### Data excerpts
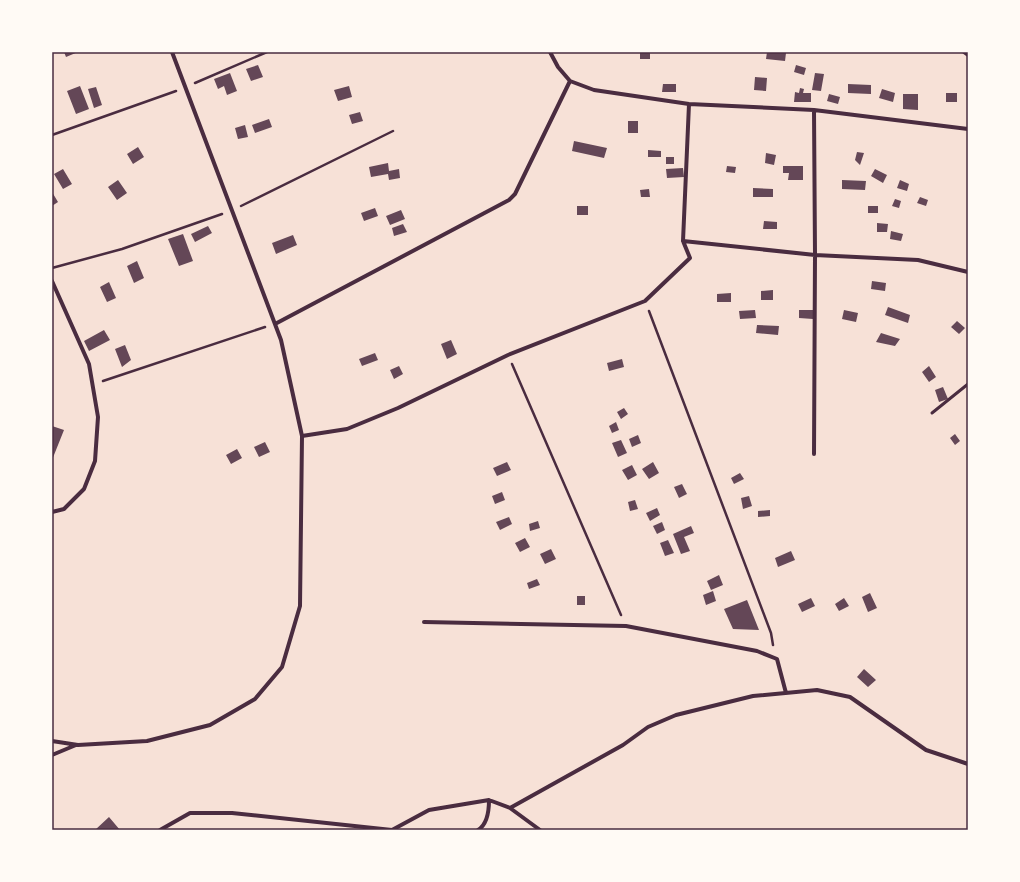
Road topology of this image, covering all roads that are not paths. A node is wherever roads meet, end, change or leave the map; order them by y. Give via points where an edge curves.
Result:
1 (172, 52) edge
2 (550, 52) edge
3 (964, 52) edge
4 (968, 55) edge
5 (570, 81) junction
6 (689, 104) junction
7 (814, 110) junction
8 (968, 129) edge
9 (683, 241) junction
10 (815, 255) junction
11 (968, 272) edge
12 (52, 281) edge
13 (275, 324) junction
14 (968, 384) edge
15 (932, 413) dead end
16 (302, 436) junction
17 (814, 454) dead end
18 (52, 512) edge
19 (424, 622) dead end
20 (786, 693) junction
21 (52, 741) edge
22 (78, 745) junction
23 (52, 755) edge
24 (968, 764) edge
25 (489, 800) junction
26 (510, 808) junction
27 (160, 830) edge
28 (478, 830) edge
29 (540, 830) edge

1 - 13 street
2 - 5 street
3 - 4 street
5 - 6 street via 594,90
5 - 13 street via 515,194 509,200
6 - 7 street
6 - 9 street
7 - 8 street
7 - 10 street
9 - 10 street
9 - 16 street via 690,258 645,301 508,355 398,408 347,429
10 - 11 street via 918,260
10 - 17 street
12 - 18 street via 89,364 98,417 95,461 84,489 64,509
13 - 16 street via 281,340
14 - 15 lane
16 - 22 street via 300,606 282,667 255,699 210,725 147,741
19 - 20 street via 626,626 757,651 777,659
20 - 24 street via 817,690 850,697 926,750
20 - 26 street via 753,696 676,715 648,727 623,745
21 - 22 street
22 - 23 street
25 - 26 street
25 - 27 street via 429,810 392,830 232,813 190,813
25 - 28 street via 488,812 482,827
26 - 29 street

### What is being asked
Pull out every line holding "dead" from the records above, and copy it.

### Exercise solution
15 (932, 413) dead end
17 (814, 454) dead end
19 (424, 622) dead end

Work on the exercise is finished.